Pining away

It’s time to accept that these will never be mine. (I wear a US 8.5, which is no where near a US 11.) It’s not very often that I feel such a strong need for a particular pair of shoes, but these called to me and my limited fashion sense. It doesn’t hurt that they would look awesome on my feet while I’m riding my scooter (I have a shiny dark red helmet that they would match nicely). *sigh*

It appears that Dr. Martens have become extremely hard to find. I used to know of at least 4 stores in the South Bay Area that carried them, and each of those stores has gone out of business. It probably doesn’t help that once Docs went mainstream their popularity declined, and you really don’t see goths or punks wearing them any more (these days it looks like they’re back to wearing All-Stars).

So, now I am reduced to pining for beautiful red vintage big-eyed satin ribbon-laced Docs.

The cleaning progresses

tableYesterday, I attacked the dining room. After three and a half hours of dusting, spraying, tossing out, and vaccuming, I managed to find the top of my horizontal filing cabinet dining room table. It’s kind of odd to walk into the kitchen now because all the clutter you could see from the kitchen doorway is gone.

I’ve gotten two of the main rooms in the apartment cleaned, and now The Husband is talking of inviting people over. He even mentioned names of people who are coming to town for business. The hallway is still cluttered, and we won’t speak of the condition of the main bathroom. *gah*

My Ribby Cardi is all seamed up and blocked (well, as blocked as I thought it needed to be). I even gave it a test run today at work. But it’s zipperless… I’ve never put a zipper in anything. I’m not sure if I want to try doing it by hand, or if I want to take it down to my parent’s and have my mom and her fancy quilting sewing machine help me. I have my own sewing machine, and I think I even have a zipper foot, but damned if I know how to use it.

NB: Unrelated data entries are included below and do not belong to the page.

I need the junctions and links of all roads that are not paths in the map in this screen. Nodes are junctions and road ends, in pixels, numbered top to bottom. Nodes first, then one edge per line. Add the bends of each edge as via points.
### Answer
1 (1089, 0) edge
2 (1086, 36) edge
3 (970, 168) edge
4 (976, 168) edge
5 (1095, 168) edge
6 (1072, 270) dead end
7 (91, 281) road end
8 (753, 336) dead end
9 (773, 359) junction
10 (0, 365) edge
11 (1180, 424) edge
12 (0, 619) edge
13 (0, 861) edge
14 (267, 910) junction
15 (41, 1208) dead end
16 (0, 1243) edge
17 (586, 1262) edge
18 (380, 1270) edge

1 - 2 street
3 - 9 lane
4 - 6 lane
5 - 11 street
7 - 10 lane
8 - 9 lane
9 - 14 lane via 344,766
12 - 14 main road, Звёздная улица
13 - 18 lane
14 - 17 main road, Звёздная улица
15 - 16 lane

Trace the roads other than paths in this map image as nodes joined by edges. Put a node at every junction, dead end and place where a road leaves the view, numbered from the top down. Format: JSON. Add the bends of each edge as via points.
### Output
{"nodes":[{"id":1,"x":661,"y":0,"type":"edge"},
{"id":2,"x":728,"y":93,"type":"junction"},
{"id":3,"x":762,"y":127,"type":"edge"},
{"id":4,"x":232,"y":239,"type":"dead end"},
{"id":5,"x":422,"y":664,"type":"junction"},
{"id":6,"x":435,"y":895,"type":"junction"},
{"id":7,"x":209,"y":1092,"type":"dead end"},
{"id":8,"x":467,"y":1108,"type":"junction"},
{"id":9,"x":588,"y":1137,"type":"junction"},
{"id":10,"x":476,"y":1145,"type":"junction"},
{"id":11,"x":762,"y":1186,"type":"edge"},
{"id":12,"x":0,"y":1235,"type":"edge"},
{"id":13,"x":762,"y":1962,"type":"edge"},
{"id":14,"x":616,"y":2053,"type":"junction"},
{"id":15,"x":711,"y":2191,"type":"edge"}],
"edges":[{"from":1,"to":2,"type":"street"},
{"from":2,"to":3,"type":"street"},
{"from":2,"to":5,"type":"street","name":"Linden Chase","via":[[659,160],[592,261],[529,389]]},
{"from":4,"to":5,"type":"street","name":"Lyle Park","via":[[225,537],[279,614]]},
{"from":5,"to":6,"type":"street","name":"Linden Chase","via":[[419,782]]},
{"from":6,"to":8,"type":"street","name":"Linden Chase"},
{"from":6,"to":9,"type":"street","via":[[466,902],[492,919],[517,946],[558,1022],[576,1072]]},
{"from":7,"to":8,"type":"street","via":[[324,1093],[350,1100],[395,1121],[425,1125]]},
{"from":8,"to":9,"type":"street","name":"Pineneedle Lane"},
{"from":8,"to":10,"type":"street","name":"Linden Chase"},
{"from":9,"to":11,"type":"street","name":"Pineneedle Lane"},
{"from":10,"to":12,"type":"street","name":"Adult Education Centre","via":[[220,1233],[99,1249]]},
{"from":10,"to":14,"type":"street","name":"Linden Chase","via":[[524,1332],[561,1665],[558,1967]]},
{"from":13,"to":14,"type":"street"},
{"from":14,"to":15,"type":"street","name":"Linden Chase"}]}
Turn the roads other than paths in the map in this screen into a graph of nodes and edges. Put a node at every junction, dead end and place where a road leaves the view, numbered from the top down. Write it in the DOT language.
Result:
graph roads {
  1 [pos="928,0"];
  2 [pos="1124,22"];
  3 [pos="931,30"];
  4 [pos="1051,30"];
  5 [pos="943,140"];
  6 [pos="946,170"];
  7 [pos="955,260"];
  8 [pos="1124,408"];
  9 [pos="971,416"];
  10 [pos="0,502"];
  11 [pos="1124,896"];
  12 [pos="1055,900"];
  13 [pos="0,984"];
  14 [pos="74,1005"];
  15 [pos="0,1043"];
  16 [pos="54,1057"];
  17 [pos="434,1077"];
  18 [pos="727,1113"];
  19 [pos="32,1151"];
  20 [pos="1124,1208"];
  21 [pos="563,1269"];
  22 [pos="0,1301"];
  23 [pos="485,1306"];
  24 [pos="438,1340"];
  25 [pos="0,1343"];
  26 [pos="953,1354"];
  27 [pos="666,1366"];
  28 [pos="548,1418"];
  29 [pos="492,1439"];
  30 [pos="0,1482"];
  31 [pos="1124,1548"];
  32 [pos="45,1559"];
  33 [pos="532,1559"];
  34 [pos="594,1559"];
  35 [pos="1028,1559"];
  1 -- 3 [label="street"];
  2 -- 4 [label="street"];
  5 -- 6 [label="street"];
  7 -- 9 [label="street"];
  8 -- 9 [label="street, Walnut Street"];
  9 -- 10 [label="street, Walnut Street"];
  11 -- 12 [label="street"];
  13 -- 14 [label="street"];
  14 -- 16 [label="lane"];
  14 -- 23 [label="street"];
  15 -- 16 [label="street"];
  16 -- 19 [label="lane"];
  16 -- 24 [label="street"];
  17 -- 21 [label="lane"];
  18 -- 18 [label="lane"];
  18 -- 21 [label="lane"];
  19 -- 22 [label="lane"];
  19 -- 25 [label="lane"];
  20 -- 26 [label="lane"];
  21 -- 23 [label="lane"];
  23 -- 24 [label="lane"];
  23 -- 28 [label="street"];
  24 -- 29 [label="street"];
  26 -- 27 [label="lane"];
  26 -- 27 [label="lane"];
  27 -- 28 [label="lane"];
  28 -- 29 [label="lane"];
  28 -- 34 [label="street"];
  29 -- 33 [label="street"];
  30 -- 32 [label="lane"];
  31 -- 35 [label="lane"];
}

I picked up a copy of KnitLit the Third on Saturday at my LYS. I’m not sure what I think of it so far. A few of the stories I’ve read so far left me thinking either “Why should I care?” or “Whatever.” Stephanie‘s story was funny, but she has a very easy going writing style. Several of the ones I’ve read seem to be trying too hard…. trying too hard to be funny… trying too hard to be different… trying too hard to be literature. I’ve had a hard time connecting with the writers and what they are trying to convey. Steph’s story is easy to empathize with… I can easily imagine the jitters I would get being forced to wait for long periods of time after my knitting had been taken away from me by airport security. But I’m still trying to figure out why I shouldn’t knit and drive as one of the stories admonishes readers. The first two KnitLit books had stories and essays that were heartfelt and invoked reading enjoyment through a shared sense of knitters as community. This third one feels as if many of the writers are writing to writing not writing to share their love of knitting.